TASK OBJECTIVE:
Work through the data below and give the number of lines holding "Bulevardul", nothing more.

───── DATASET RECORDS

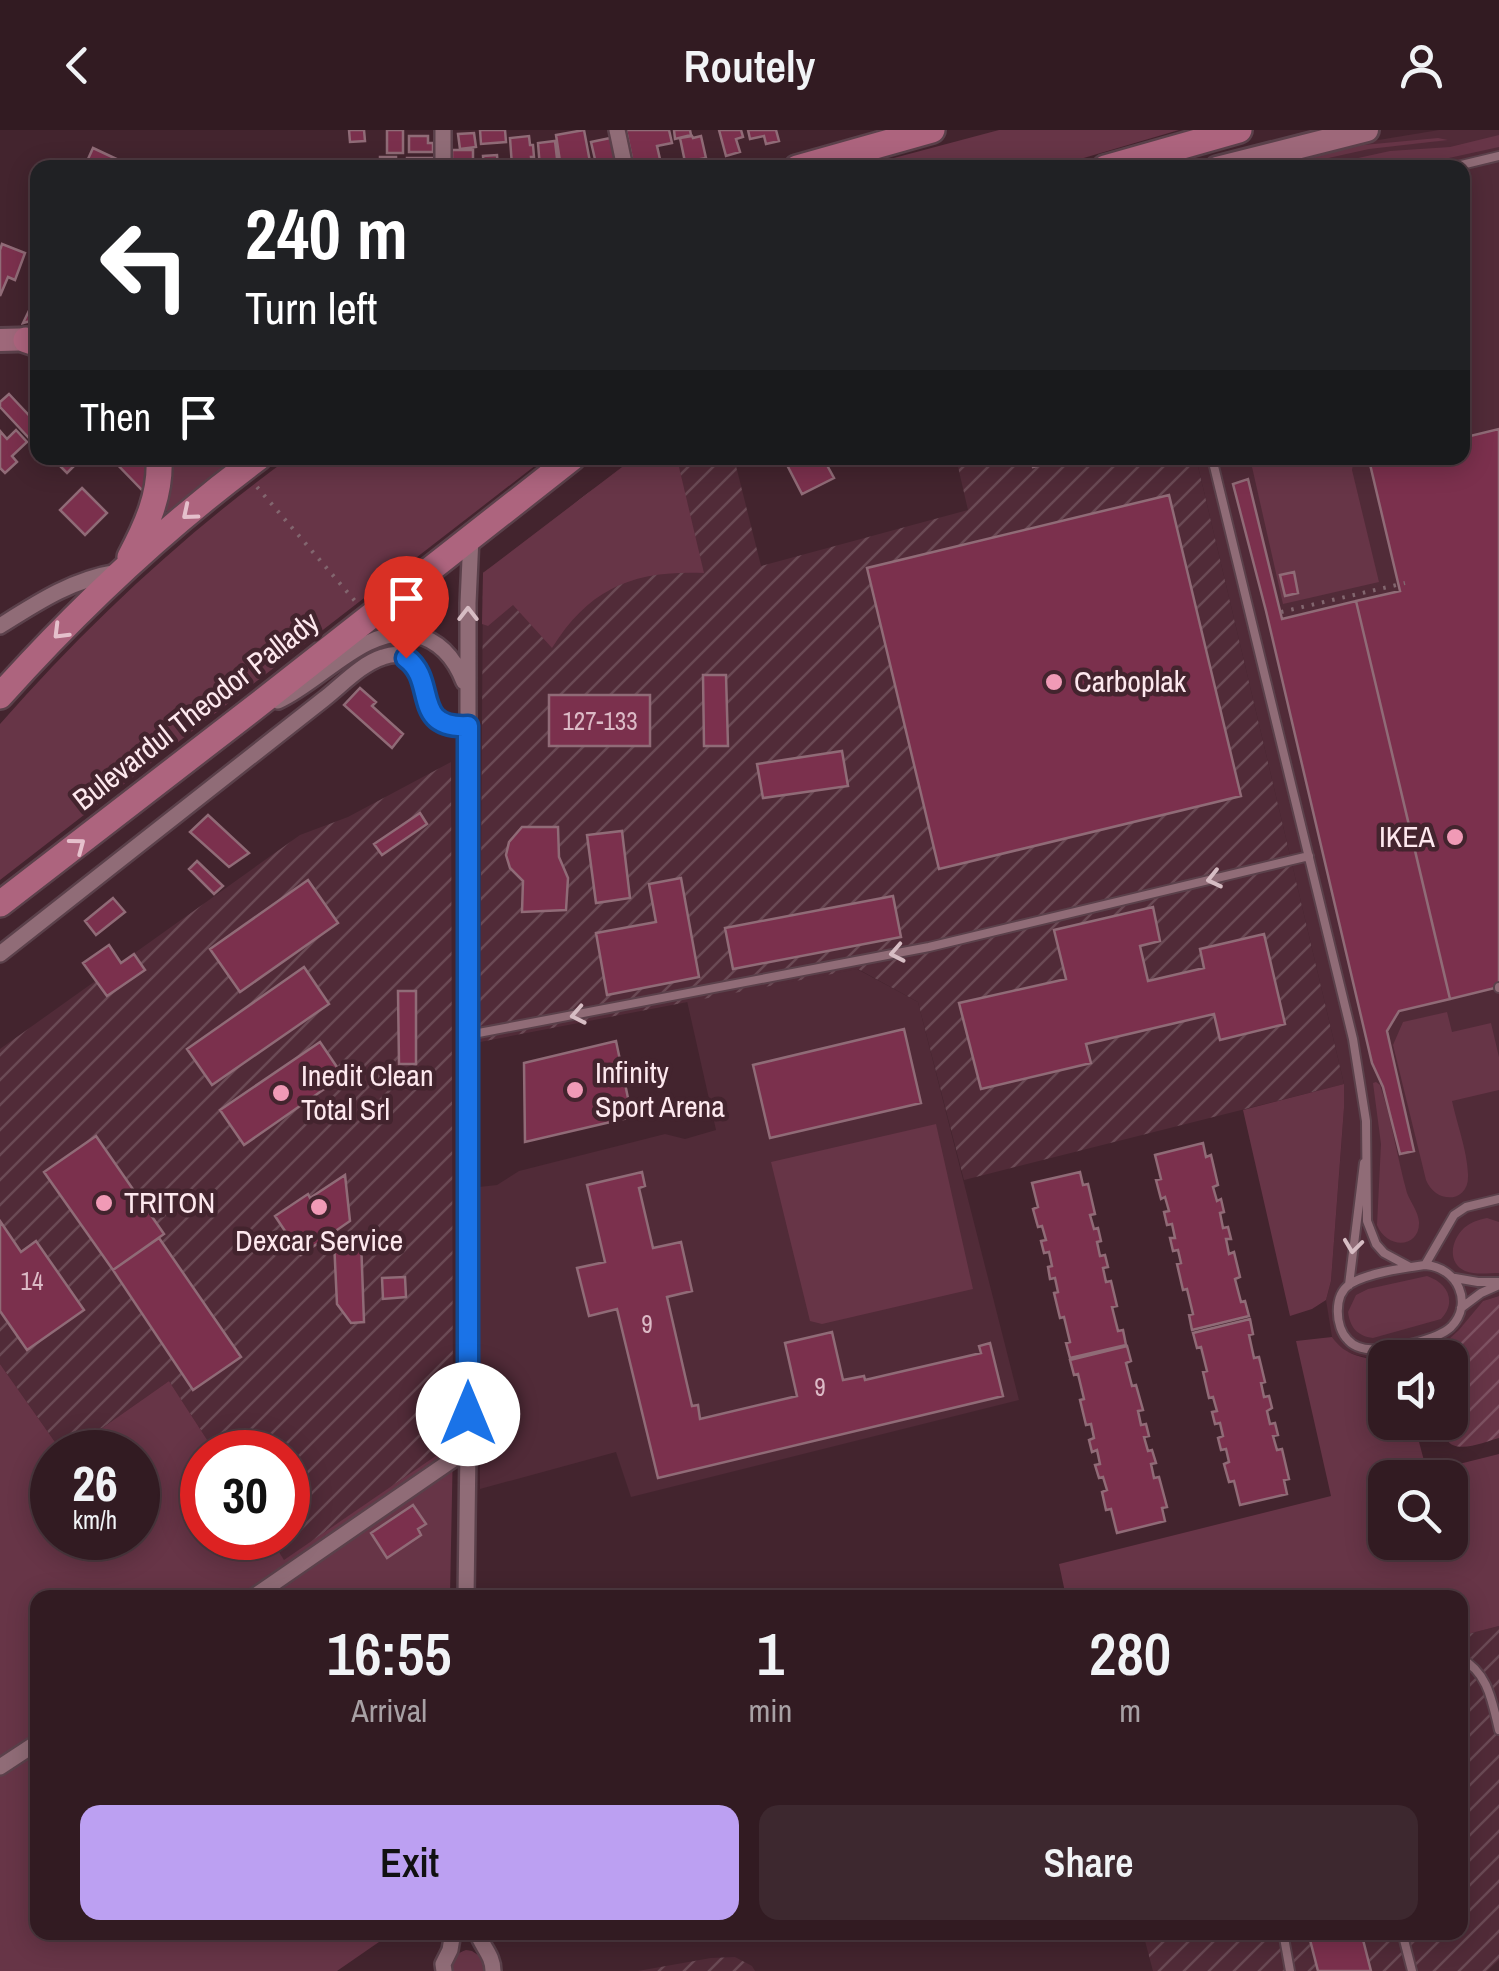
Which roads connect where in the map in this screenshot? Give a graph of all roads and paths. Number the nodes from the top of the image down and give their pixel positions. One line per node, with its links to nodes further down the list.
1 (443, 130): 7 (street)
2 (617, 130): 8 (street)
3 (932, 130): 9 (main road)
4 (1238, 130): 10 (main road)
5 (1367, 130): 11 (street)
6 (1499, 156): 12 (lane)
7 (443, 160)
8 (623, 160)
9 (825, 160)
10 (1133, 160)
11 (1249, 160)
12 (1470, 163)
13 (159, 465): 19 (main road)
14 (249, 465): 19 (main road, one-way to 19)
15 (251, 465): 22 (path)
16 (563, 465): 18 (main road, Bulevardul Theodor Pallady)
17 (1214, 465): 28 (lane)
18 (471, 537): 22 (main road, Bulevardul Theodor Pallady); 24 (street, one-way to 18)
19 (122, 572): 23 (street); 25 (main road, one-way to 25)
20 (1405, 583): 21 (path)
21 (1280, 612)
22 (369, 617): 26 (main road, Bulevardul Theodor Pallady)
23 (0, 626)
24 (468, 690): 26 (street); 27 (street)
25 (0, 696)
26 (250, 711): 29 (main road, Bulevardul Theodor Pallady, one-way to 26)
27 (468, 726): 30 (street); 31 (street)
28 (1308, 856): 31 (lane, one-way to 31); 32 (lane)
29 (0, 904)
30 (0, 954)
31 (468, 1036): 40 (street)
32 (1367, 1138): 35 (lane); 38 (lane, one-way to 38)
33 (1499, 1199): 34 (lane)
34 (1425, 1265): 35 (lane); 36 (lane)
35 (1410, 1267): 38 (lane)
36 (1454, 1278): 37 (lane); 39 (lane)
37 (1499, 1283): 39 (lane)
38 (1349, 1284): 39 (lane)
39 (1461, 1308)
40 (468, 1449): 41 (street); 42 (street)
41 (264, 1590)
42 (466, 1590)
43 (1468, 1662): 44 (lane)
44 (1499, 1730)
45 (30, 1747): 46 (street)
46 (0, 1767)
47 (480, 1940): 52 (street)
48 (1284, 1940): 53 (lane)
49 (1404, 1940): 54 (lane)
50 (452, 1941): 51 (street)
51 (444, 1971)
52 (492, 1971)
53 (1290, 1971)
54 (1412, 1971)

──────────

TASK RESULT:
4